▶ Exercise objective
Two lines in the data below mark the range: the one with "ring dip: (41, 310)" and the one with "index tip: (240, 269)". Return both, along with every line between them, exactly.

Keypoint text descriptions:
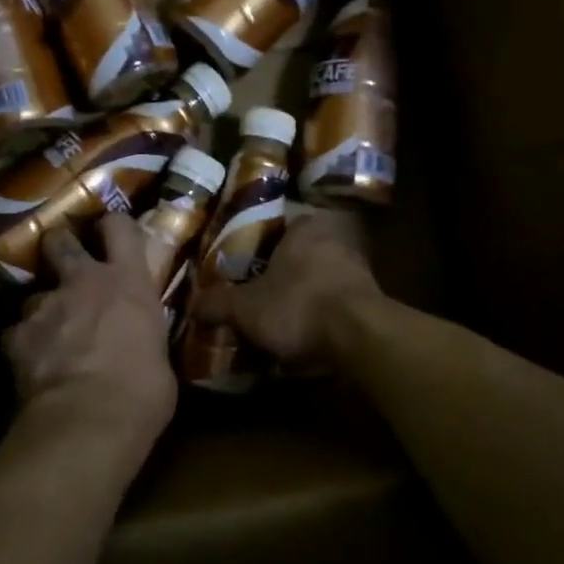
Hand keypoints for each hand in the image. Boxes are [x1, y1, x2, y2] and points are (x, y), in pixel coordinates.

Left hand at [2, 214, 175, 448]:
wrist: (90, 421)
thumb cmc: (143, 392)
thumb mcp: (160, 358)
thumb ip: (145, 338)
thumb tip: (143, 348)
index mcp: (128, 283)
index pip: (119, 227)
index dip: (112, 225)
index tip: (109, 231)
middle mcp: (83, 282)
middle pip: (60, 241)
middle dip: (59, 248)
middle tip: (65, 266)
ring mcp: (44, 306)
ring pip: (33, 294)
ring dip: (41, 310)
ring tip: (48, 336)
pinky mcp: (15, 336)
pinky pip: (15, 333)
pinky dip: (22, 345)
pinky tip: (31, 365)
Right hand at [191, 208, 382, 366]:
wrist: (360, 336)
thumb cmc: (298, 306)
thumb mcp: (245, 308)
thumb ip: (217, 303)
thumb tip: (192, 305)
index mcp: (303, 227)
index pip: (274, 227)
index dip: (254, 247)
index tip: (240, 269)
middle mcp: (333, 238)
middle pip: (296, 255)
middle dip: (278, 276)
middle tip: (254, 297)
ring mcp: (356, 268)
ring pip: (317, 279)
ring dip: (300, 298)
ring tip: (277, 321)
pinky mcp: (370, 298)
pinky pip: (334, 302)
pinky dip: (320, 316)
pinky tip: (305, 336)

▶ Answer box
ring dip: (41, 310)
ring tip: (48, 336)
pinky mcp: (15, 336)
pinky pip: (15, 333)
pinky dip: (22, 345)
pinky tip: (31, 365)
Right hand at [191, 208, 382, 366]:
wrist: (360, 336)
thumb cmc: (298, 306)
thumb mcp: (245, 308)
thumb ip: (217, 303)
thumb tip: (192, 305)
index mcp: (303, 227)
index pip: (274, 227)
index dip: (254, 247)
index tip: (240, 269)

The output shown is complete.